Assumption Three during 2006 held that Moscow cannot afford to exclude or mistreat Western energy companies because Russia’s state companies do not have sufficient means to invest in energy projects on Russian territory. However, Moscow successfully challenged that proposition through the Initial Public Offerings of Gazprom, Rosneft, and other state companies, which quickly raised multibillion-dollar investment funds on Western capital markets. Those IPOs launched a process of transferring Western resources to Russia for energy projects under the Russian state’s discretionary control, and without a real say by Western consumer countries regarding future production levels or the export destinations.
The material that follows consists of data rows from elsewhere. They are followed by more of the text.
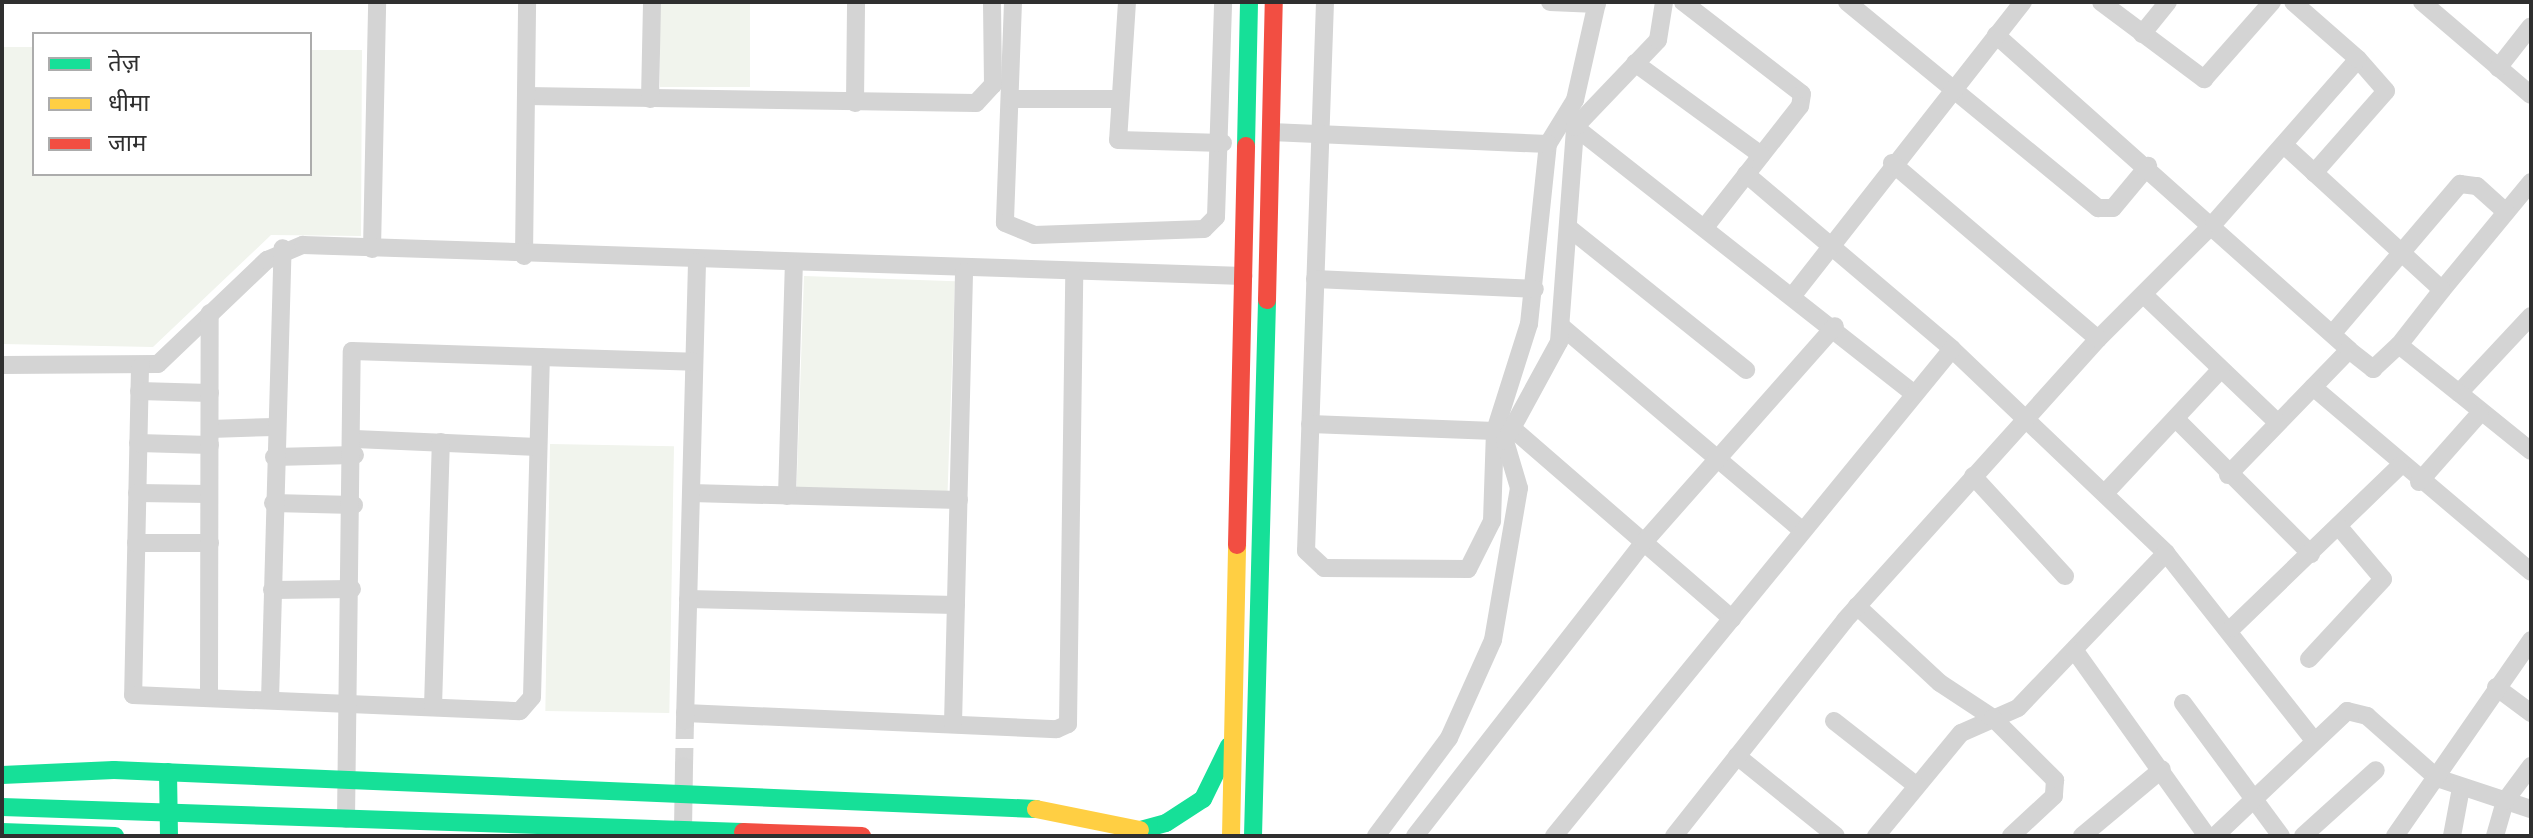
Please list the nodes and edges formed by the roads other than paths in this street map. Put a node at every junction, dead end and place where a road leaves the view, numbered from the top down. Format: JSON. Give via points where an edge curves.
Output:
{"nodes":[{"id":1,"x":377,"y":2,"type":"edge"},
{"id":2,"x":527,"y":2,"type":"edge"},
{"id":3,"x":652,"y":2,"type":"edge"},
{"id":4,"x":856,"y":2,"type":"edge"},
{"id":5,"x":992,"y":2,"type":"edge"},
{"id":6,"x":1013,"y":2,"type":"edge"},
{"id":7,"x":1127,"y":2,"type":"edge"},
{"id":8,"x":1223,"y":2,"type":"edge"},
{"id":9,"x":1249,"y":2,"type":"edge"},
{"id":10,"x":1274,"y":2,"type":"edge"},
{"id":11,"x":1325,"y":2,"type":"edge"},
{"id":12,"x":1550,"y":2,"type":"edge"},
{"id":13,"x":1664,"y":2,"type":"edge"},
{"id":14,"x":1683,"y":2,"type":"edge"},
{"id":15,"x":1847,"y":2,"type":"edge"},
{"id":16,"x":1879,"y":2,"type":"edge"},
{"id":17,"x":2023,"y":2,"type":"edge"},
{"id":18,"x":2101,"y":2,"type":"edge"},
{"id":19,"x":2168,"y":2,"type":"edge"},
{"id":20,"x":2272,"y":2,"type":"edge"},
{"id":21,"x":2293,"y":2,"type":"edge"},
{"id":22,"x":2422,"y":2,"type":"edge"},
{"id":23,"x":1597,"y":3,"type":"edge"},
{"id":24,"x":1867,"y":18,"type":"junction"},
{"id":25,"x":2531,"y":26,"type":"edge"},
{"id":26,"x":2142,"y":34,"type":"junction"},
{"id":27,"x":1996,"y":35,"type":"junction"},
{"id":28,"x":2358,"y":59,"type":"junction"},
{"id":29,"x":1635,"y":63,"type":"junction"},
{"id":30,"x":2498,"y":68,"type":"junction"},
{"id":31,"x":1952,"y":86,"type":"junction"},
{"id":32,"x":2531,"y":95,"type":"edge"},
{"id":33,"x":526,"y":96,"type":"junction"},
{"id":34,"x":650,"y":99,"type":"junction"},
{"id":35,"x":1012,"y":99,"type":"junction"},
{"id":36,"x":1120,"y":99,"type":"junction"},
{"id":37,"x":855,"y":103,"type":"junction"},
{"id":38,"x":1575,"y":127,"type":"junction"},
{"id":39,"x":1271,"y":132,"type":"junction"},
{"id":40,"x":1320,"y":138,"type":"junction"},
{"id":41,"x":1223,"y":143,"type":"junction"},
{"id":42,"x":1548,"y":144,"type":"junction"},
{"id":43,"x":2284,"y":145,"type":"junction"},
{"id":44,"x":1761,"y":155,"type":"junction"},
{"id":45,"x":1892,"y":163,"type":"junction"},
{"id":46,"x":2148,"y":166,"type":"junction"},
{"id":47,"x":2314,"y":173,"type":"junction"},
{"id":48,"x":1746,"y":174,"type":"junction"},
{"id":49,"x":2531,"y":182,"type":"edge"},
{"id":50,"x":2506,"y":212,"type":"junction"},
{"id":51,"x":2214,"y":223,"type":"junction"},
{"id":52,"x":1706,"y":226,"type":"junction"},
{"id":53,"x":1569,"y":228,"type":"junction"},
{"id":54,"x":1244,"y":237,"type":"junction"},
{"id":55,"x":1268,"y":237,"type":"junction"},
{"id":56,"x":1831,"y":245,"type":"junction"},
{"id":57,"x":283,"y":248,"type":"junction"},
{"id":58,"x":372,"y":249,"type":"junction"},
{"id":59,"x":2403,"y":253,"type":"junction"},
{"id":60,"x":524,"y":256,"type":"junction"},
{"id":61,"x":697,"y":262,"type":"junction"},
{"id":62,"x":794,"y":265,"type":"junction"},
{"id":63,"x":964,"y":272,"type":"junction"},
{"id":64,"x":1074,"y":276,"type":"junction"},
{"id":65,"x":1243,"y":276,"type":"junction"},
{"id":66,"x":1315,"y":279,"type":"junction"},
{"id":67,"x":1535,"y":289,"type":"junction"},
{"id":68,"x":2442,"y":290,"type":"junction"},
{"id":69,"x":1794,"y":294,"type":"junction"},
{"id":70,"x":2144,"y":295,"type":"junction"},
{"id":71,"x":210,"y":313,"type":"junction"},
{"id":72,"x":1561,"y":326,"type":"junction"},
{"id":73,"x":1835,"y":326,"type":"junction"},
{"id":74,"x":2527,"y":328,"type":"edge"},
{"id":75,"x":2333,"y":333,"type":"junction"},
{"id":76,"x":2098,"y":339,"type":"junction"},
{"id":77,"x":2399,"y":345,"type":"junction"},
{"id":78,"x":1952,"y":349,"type":"junction"},
{"id":79,"x":2349,"y":350,"type":"junction"},
{"id":80,"x":541,"y":357,"type":"junction"},
{"id":81,"x":694,"y":362,"type":"junction"},
{"id":82,"x":2,"y":365,"type":"edge"},
{"id":83,"x":140,"y":367,"type":"junction"},
{"id":84,"x":2221,"y":369,"type":"junction"},
{"id":85,"x":1746,"y":370,"type":"dead end"},
{"id":86,"x":2313,"y":387,"type":"junction"},
{"id":87,"x":139,"y":391,"type":"junction"},
{"id":88,"x":210,"y":393,"type":"junction"},
{"id":89,"x":2459,"y":393,"type":"junction"},
{"id":90,"x":1914,"y":394,"type":"junction"},
{"id":91,"x":2480,"y":413,"type":"junction"},
{"id":92,"x":2176,"y":419,"type":"junction"},
{"id":93,"x":2026,"y":420,"type":"junction"},
{"id":94,"x":2278,"y":423,"type":"junction"},
{"id":95,"x":1310,"y":424,"type":"junction"},
{"id":96,"x":275,"y":427,"type":"junction"},
{"id":97,"x":1504,"y":430,"type":"junction"},
{"id":98,"x":210,"y":437,"type":"junction"},
{"id":99,"x":441,"y":442,"type":"junction"},
{"id":100,"x":138,"y":443,"type":"junction"},
{"id":101,"x":355,"y":447,"type":"junction"},
{"id":102,"x":538,"y":447,"type":"junction"},
{"id":103,"x":2531,"y":451,"type":"edge"},
{"id":104,"x":274,"y":457,"type":"junction"},
{"id":105,"x":1721,"y":458,"type":"junction"},
{"id":106,"x":2400,"y":466,"type":"junction"},
{"id":107,"x":2228,"y":475,"type":"junction"},
{"id":108,"x":1973,"y":476,"type":"junction"},
{"id":109,"x":2419,"y":482,"type":"junction"},
{"id":110,"x":2106,"y":492,"type":"junction"},
{"id":111,"x":137,"y":493,"type":"junction"},
{"id":112,"x":691,"y":493,"type":"junction"},
{"id":113,"x":209,"y":494,"type":"junction"},
{"id":114,"x":787,"y":496,"type":"junction"},
{"id":115,"x":959,"y":500,"type":"junction"},
{"id":116,"x":273,"y":503,"type":"junction"},
{"id":117,"x":354,"y":505,"type":"junction"},
{"id":118,"x":2339,"y":527,"type":"junction"},
{"id":119,"x":1803,"y":531,"type":"junction"},
{"id":120,"x":1644,"y":542,"type":"junction"},
{"id":121,"x":136,"y":543,"type":"junction"},
{"id":122,"x":210,"y":543,"type":"junction"},
{"id":123,"x":2166,"y":553,"type":"junction"},
{"id":124,"x":2311,"y":554,"type":"junction"},
{"id":125,"x":2531,"y":572,"type":"edge"},
{"id":126,"x":2065,"y":576,"type":"dead end"},
{"id":127,"x":352,"y":589,"type":"junction"},
{"id":128,"x":272,"y":590,"type":"junction"},
{"id":129,"x":688,"y":599,"type":"junction"},
{"id":130,"x":956,"y":605,"type":"junction"},
{"id":131,"x":1857,"y":606,"type":"junction"},
{"id":132,"x":1732,"y":619,"type":"junction"},
{"id":133,"x":2232,"y":628,"type":"junction"},
{"id":134,"x":2531,"y":640,"type":"edge"},
{"id":135,"x":2075,"y":651,"type":"junction"},
{"id":136,"x":2309,"y":659,"type":"dead end"},
{"id":137,"x":2496,"y":687,"type":"junction"},
{"id":138,"x":209,"y":698,"type":"junction"},
{"id":139,"x":270,"y":700,"type":"junction"},
{"id":140,"x":2183,"y":703,"type":"dead end"},
{"id":141,"x":349,"y":704,"type":"junction"},
{"id":142,"x":433,"y":707,"type":"junction"},
{"id":143,"x":2531,"y":713,"type":"edge"},
{"id":144,"x":1993,"y":718,"type":"junction"},
{"id":145,"x":1834,"y":721,"type":"dead end"},
{"id":146,"x":953,"y":724,"type":"junction"},
{"id":147,"x":1233,"y":738,"type":"junction"},
{"id":148,"x":2312,"y":738,"type":"junction"},
{"id":149,"x":1737,"y":756,"type":"junction"},
{"id":150,"x":684,"y":766,"type":"tunnel mouth"},
{"id":151,"x":2531,"y":766,"type":"edge"},
{"id":152,"x":2162,"y":769,"type":"junction"},
{"id":153,"x":2376,"y":770,"type":"dead end"},
{"id":154,"x":168,"y":772,"type":"junction"},
{"id":155,"x":2,"y":775,"type":"edge"},
{"id":156,"x":2437,"y":778,"type":"junction"},
{"id":157,"x":347,"y":783,"type":"junction"},
{"id":158,"x":1917,"y":786,"type":"junction"},
{"id":159,"x":2461,"y":788,"type":"junction"},
{"id":160,"x":684,"y":792,"type":"junction"},
{"id":161,"x":2251,"y":799,"type":"junction"},
{"id":162,"x":2505,"y":801,"type":"junction"},
{"id":163,"x":2,"y":807,"type":"edge"},
{"id":164,"x":2531,"y":809,"type":"edge"},
{"id":165,"x":170,"y":813,"type":"junction"},
{"id":166,"x":346,"y":819,"type":"junction"},
{"id":167,"x":683,"y":830,"type":"junction"},
{"id":168,"x":1140,"y":830,"type":"junction"},
{"id":169,"x":2,"y":832,"type":"edge"},
{"id":170,"x":1881,"y":834,"type":"edge"},
{"id":171,"x":115,"y":836,"type":"edge"},
{"id":172,"x":169,"y":836,"type":"edge"},
{"id":173,"x":862,"y":836,"type":"edge"},
{"id":174,"x":1119,"y":836,"type":"edge"},
{"id":175,"x":1231,"y":836,"type":"edge"},
{"id":176,"x":1253,"y":836,"type":"edge"},
{"id":177,"x":1376,"y":836,"type":"edge"},
{"id":178,"x":1415,"y":836,"type":"edge"},
{"id":179,"x":1554,"y":836,"type":"edge"},
{"id":180,"x":1674,"y":836,"type":"edge"},
{"id":181,"x":1836,"y":836,"type":"edge"},
{"id":182,"x":2011,"y":836,"type":"edge"},
{"id":183,"x":2082,"y":836,"type":"edge"},
{"id":184,"x":2207,"y":836,"type":"edge"},
{"id":185,"x":2215,"y":836,"type":"edge"},
{"id":186,"x":2281,"y":836,"type":"edge"},
{"id":187,"x":2303,"y":836,"type":"edge"},
{"id":188,"x":2395,"y":836,"type":"edge"},
{"id":189,"x":2452,"y":836,"type":"edge"},
{"id":190,"x":2495,"y":836,"type":"edge"}],
"edges":[{"from":1,"to":58,"type":"street"},
{"from":2,"to":33,"type":"street"},
{"from":3,"to":34,"type":"street"},
{"from":4,"to":37,"type":"street"},
{"from":5,"to":37,"type":"street","via":[[987,97]]},
{"from":6,"to":35,"type":"street"},
{"from":7,"to":36,"type":"street"},
{"from":8,"to":41,"type":"street"},
{"from":9,"to":54,"type":"street"},
{"from":10,"to":39,"type":"street"},
{"from":11,"to":40,"type":"street"},
{"from":12,"to":23,"type":"street"},
{"from":13,"to":29,"type":"street","via":[[1658,40]]},
{"from":14,"to":44,"type":"street","via":[[1802,94],[1800,106]]},
{"from":15,"to":24,"type":"street"},
{"from":16,"to":24,"type":"street"},
{"from":17,"to":27,"type":"street"},
{"from":18,"to":26,"type":"street"},
{"from":19,"to":26,"type":"street"},
{"from":20,"to":26,"type":"street","via":[[2204,79]]},
{"from":21,"to":28,"type":"street"},
{"from":22,"to":30,"type":"street"},
{"from":23,"to":42,"type":"street","via":[[1575,100]]},
{"from":24,"to":31,"type":"street"},
{"from":25,"to":30,"type":"street"},
{"from":27,"to":31,"type":"street"},
{"from":27,"to":46,"type":"street"},
{"from":28,"to":43,"type":"street"},
{"from":28,"to":47,"type":"street","via":[[2386,91]]},
{"from":29,"to":38,"type":"street"},
{"from":29,"to":44,"type":"street"},
{"from":30,"to":32,"type":"street"},
{"from":31,"to":45,"type":"street"},
{"from":31,"to":46,"type":"street","via":[[2098,208],[2113,208]]},
{"from":33,"to":34,"type":"street"},
{"from":33,"to":60,"type":"street"},
{"from":34,"to":37,"type":"street"},
{"from":35,"to":36,"type":"street"},
{"from":35,"to":41,"type":"street","via":[[1005,223],[1018,233],[1204,229],[1216,217]]},
{"from":36,"to":41,"type":"street","via":[[1118,140]]},
{"from":38,"to":52,"type":"street"},
{"from":38,"to":53,"type":"street"},
{"from":39,"to":40,"type":"street"},
{"from":39,"to":55,"type":"street"},
{"from":40,"to":42,"type":"street"},
{"from":40,"to":66,"type":"street"},
{"from":42,"to":67,"type":"street"},
{"from":43,"to":47,"type":"street"},
{"from":43,"to":51,"type":"street"},
{"from":44,"to":48,"type":"street"},
{"from":45,"to":56,"type":"street"},
{"from":45,"to":76,"type":"street"},
{"from":46,"to":51,"type":"street"},
{"from":47,"to":59,"type":"street"},
{"from":48,"to":52,"type":"street"},
{"from":48,"to":56,"type":"street"},
{"from":49,"to":50,"type":"street"},
{"from":50,"to":59,"type":"street","via":[[2477,186],[2460,184]]},
{"from":50,"to":68,"type":"street"},
{"from":51,"to":70,"type":"street"},
{"from":51,"to":75,"type":"street"},
{"from":52,"to":69,"type":"street"},
{"from":53,"to":72,"type":"street"},
{"from":53,"to":85,"type":"street"},
{"from":54,"to":55,"type":"street"},
{"from":54,"to":65,"type":"street"},
{"from":55,"to":176,"type":"street"},
{"from":56,"to":69,"type":"street"},
{"from":56,"to":78,"type":"street"},
{"from":57,"to":58,"type":"street"},
{"from":57,"to":71,"type":"street"},
{"from":57,"to":96,"type":"street"},
{"from":58,"to":60,"type":"street"},
{"from":59,"to":68,"type":"street"},
{"from":59,"to":75,"type":"street"},
{"from":60,"to":61,"type":"street"},
{"from":61,"to":62,"type":"street"},
{"from":61,"to":81,"type":"street"},
{"from":62,"to":63,"type":"street"},
{"from":62,"to":114,"type":"street"},
{"from":63,"to":64,"type":"street"},
{"from":63,"to":115,"type":"street"},
{"from":64,"to":65,"type":"street"},
{"from":64,"to":146,"type":"street","via":[[1071,712],[1057,729]]},
{"from":65,"to":147,"type":"street"},
{"from":66,"to":67,"type":"street"},
{"from":66,"to":95,"type":"street"},
{"from":67,"to":97,"type":"street"},
{"from":68,"to":77,"type":"street"},
{"from":69,"to":73,"type":"street"},
{"from":70,"to":76,"type":"street"},
{"from":70,"to":84,"type":"street"},
{"from":71,"to":83,"type":"street","via":[[175,352]]},
{"from":71,"to":88,"type":"street"},
{"from":72,"to":97,"type":"street","via":[[1542,381]]},
{"from":72,"to":105,"type":"street"},
{"from":73,"to":90,"type":"street"},
{"from":73,"to":105,"type":"street"},
{"from":74,"to":89,"type":"street"},
{"from":75,"to":79,"type":"street"},
{"from":76,"to":93,"type":"street"},
{"from":77,"to":79,"type":"street","via":[[2373,369]]},
{"from":77,"to":89,"type":"street"},
{"from":78,"to":90,"type":"street"},
{"from":78,"to":93,"type":"street"},
{"from":79,"to":86,"type":"street"},
{"from":80,"to":81,"type":"street"},
{"from":80,"to":101,"type":"street","via":[[352,351]]},
{"from":80,"to":102,"type":"street"},
{"from":81,"to":112,"type":"street"},
{"from":82,"to":83,"type":"street"},
{"from":83,"to":87,"type":"street"},
{"from":84,"to":92,"type":"street"},
{"from":84,"to":94,"type":"street"},
{"from":86,"to":94,"type":"street"},
{"from":86,"to":106,"type":"street"},
{"from":87,"to":88,"type":"street"},
{"from":87,"to":100,"type":"street"},
{"from":88,"to":98,"type":"street"},
{"from":89,"to":91,"type":"street"},
{"from":90,"to":119,"type":"street"},
{"from":91,"to":103,"type":"street"},
{"from":91,"to":109,"type":"street"},
{"from":92,"to":107,"type":"street"},
{"from":92,"to":110,"type":"street"},
{"from":93,"to":108,"type":"street"},
{"from":93,"to":110,"type":"street"},
{"from":94,"to":107,"type":"street"},
{"from":95,"to":97,"type":"street"},
{"from":95,"to":97,"type":"street","via":[[1306,551],[1324,568],[1468,569],[1492,521]]},
{"from":96,"to":98,"type":"street"},
{"from":96,"to":104,"type":"street"},
{"from":97,"to":120,"type":"street"},
{"from":97,"to":177,"type":"street","via":[[1519,488],[1493,640],[1449,738]]},
{"from":98,"to":100,"type":"street"},
{"from":98,"to":113,"type":"street"},
{"from":99,"to":101,"type":"street"},
{"from":99,"to":102,"type":"street"},
{"from":99,"to":142,"type":"street"},
{"from":100,"to":111,"type":"street"},
{"from":101,"to":104,"type":"street"},
{"from":101,"to":117,"type":"street"},
{"from":102,"to":142,"type":"street","via":[[532,697],[520,711]]},
{"from":104,"to":116,"type":"street"},
{"from":105,"to":119,"type":"street"},
{"from":105,"to":120,"type":"street"},
{"from":106,"to":109,"type":"street"},
{"from":106,"to":118,"type":"street"},
{"from":107,"to":124,"type":"street"},
{"from":108,"to":126,"type":"street"},
{"from":108,"to":131,"type":"street"},
{"from":109,"to":125,"type":"street"},
{"from":110,"to":123,"type":"street"},
{"from":111,"to":113,"type":"street"},
{"from":111,"to":121,"type":"street"},
{"from":112,"to":114,"type":"street"},
{"from":112,"to":129,"type":"street"},
{"from":113,"to":122,"type":"street"},
{"from":114,"to":115,"type":"street"},
{"from":115,"to":130,"type":"street"},
{"from":116,"to":117,"type":"street"},
{"from":116,"to":128,"type":"street"},
{"from":117,"to":127,"type":"street"},
{"from":118,"to":124,"type":"street"},
{"from":118,"to":136,"type":"street","via":[[2383,579]]},
{"from":119,"to":132,"type":"street"},
{"from":120,"to":132,"type":"street"},
{"from":120,"to":178,"type":"street"},
{"from":121,"to":122,"type":"street"},
{"from":121,"to":138,"type":"street","via":[[133,695]]},
{"from":122,"to":138,"type":"street"},
{"from":123,"to":133,"type":"street"},
{"from":123,"to":135,"type":"street"},
{"from":124,"to":133,"type":"street"},
{"from":127,"to":128,"type":"street"},
{"from":127,"to":141,"type":"street"},
{"from":128,"to":139,"type":"street"},
{"from":129,"to":130,"type":"street"},
{"from":129,"to":146,"type":"street","via":[[685,717]]},
{"from":130,"to":146,"type":"street"},
{"from":131,"to":144,"type":"street","via":[[1940,683]]},
{"from":131,"to":149,"type":"street"},
{"from":132,"to":179,"type":"street"},
{"from":133,"to":148,"type":"street"},
{"from":134,"to":137,"type":"street"},
{"from":135,"to":144,"type":"street","via":[[2018,708]]},
{"from":135,"to":152,"type":"street"},
{"from":137,"to":143,"type":"street"},
{"from":137,"to":156,"type":"street"},
{"from":138,"to":139,"type":"street"},
{"from":139,"to":141,"type":"street"},
{"from":140,"to":161,"type":"street"},
{"from":141,"to":142,"type":"street"},
{"from":141,"to":157,"type":"street"},
{"from":144,"to":158,"type":"street","via":[[1961,733]]},
{"from":144,"to":182,"type":"street","via":[[2058,787]]},
{"from":145,"to":158,"type":"street"},
{"from":147,"to":168,"type":"street","via":[[1203,799]]},
{"from":147,"to":175,"type":"street"},
{"from":148,"to":156,"type":"street","via":[[2357,711]]},
{"from":148,"to":161,"type":"street"},
{"from":149,"to":180,"type":"street"},
{"from":149,"to":181,"type":"street"},
{"from":150,"to":160,"type":"street"},
{"from":151,"to":162,"type":"street"},
{"from":152,"to":183,"type":"street"},
{"from":152,"to":184,"type":"street"},
{"from":153,"to":187,"type":"street"},
{"from":154,"to":155,"type":"street"},
{"from":154,"to":157,"type":"street"},
{"from":154,"to":165,"type":"street"},
{"from":156,"to":159,"type":"street"},
{"from":156,"to":188,"type":"street"},
{"from":157,"to":160,"type":"street"},
{"from":157,"to":166,"type":"street"},
{"from":158,"to":170,"type":"street"},
{"from":159,"to":162,"type":"street"},
{"from":159,"to":189,"type":"street"},
{"from":160,"to":167,"type":"street"},
{"from":160,"to":168,"type":"street","via":[[999,804]]},
{"from":161,"to":185,"type":"street"},
{"from":161,"to":186,"type":"street"},
{"from":162,"to":164,"type":"street"},
{"from":162,"to":190,"type":"street"},
{"from":163,"to":165,"type":"street"},
{"from":165,"to":166,"type":"street"},
{"from":165,"to":172,"type":"street"},
{"from":166,"to":167,"type":"street"},
{"from":167,"to":173,"type":"street"},
{"from":168,"to":174,"type":"street"},
{"from":169,"to":171,"type":"street"}]}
When Russian President Vladimir Putin announced the go-it-alone policy on Shtokman, he did so with the argument that Russia does not need to invite Western investors, as it can raise the necessary capital on Western financial markets. The Kremlin took that argument one step further in December by embarking on what is, in fact, a forcible divestment of Western energy majors involved in Russian projects.

The year’s Assumption Four clings to a hope that Russia’s ratification of the Energy Charter Treaty and signing of the attendant Protocol would help the West overcome its collective vulnerability on energy security. It envisages, primarily, that Russian state pipeline monopolies would provide transit of oil and gas from third countries via Russia to Western consumer countries. However, Moscow’s actions during the year showed how risky this proposition is. The Russian government shut off energy pipelines repeatedly in 2006, not only to Ukraine and Georgia early in the year, but also to EU member country Lithuania (adding to the earlier oil pipeline shutoff to Latvia); it blocked access for oil from Kazakhstan via Russian ports or pipelines to EU member countries; conclusively thwarted the Odessa-Brody oil transport project, which was an EU priority; it is attempting to kill the Nabucco gas transit project, also an EU priority; and is blocking the expansion of the Caspian Pipeline Consortium (CPC) line, threatening to transfer its section on Russian territory into Transneft’s control and imposing extortionate terms of transit on the ExxonMobil, Chevron, and other companies on that pipeline.

Thus, the idea of relying on Russia for transit under the Energy Charter Treaty and Protocol has been shown during 2006 to entail unacceptable risks. This idea is partly an excuse for not pursuing direct Western direct access by pipelines to the eastern Caspian basin. Moscow’s refusal to adopt the Treaty and Protocol is a blessing in disguise for the West and should re-focus attention on access to the Caspian basin.

Moscow actively cultivated that set of Western assumptions during most of 2006; but apparently felt strong enough to dispense with parts of that discourse in the latter part of the year, and to resort to overt bullying by the year’s end. The comfortable assumptions about Russia’s energy policy in 2006 should now come to the end of their 12-month lifespan.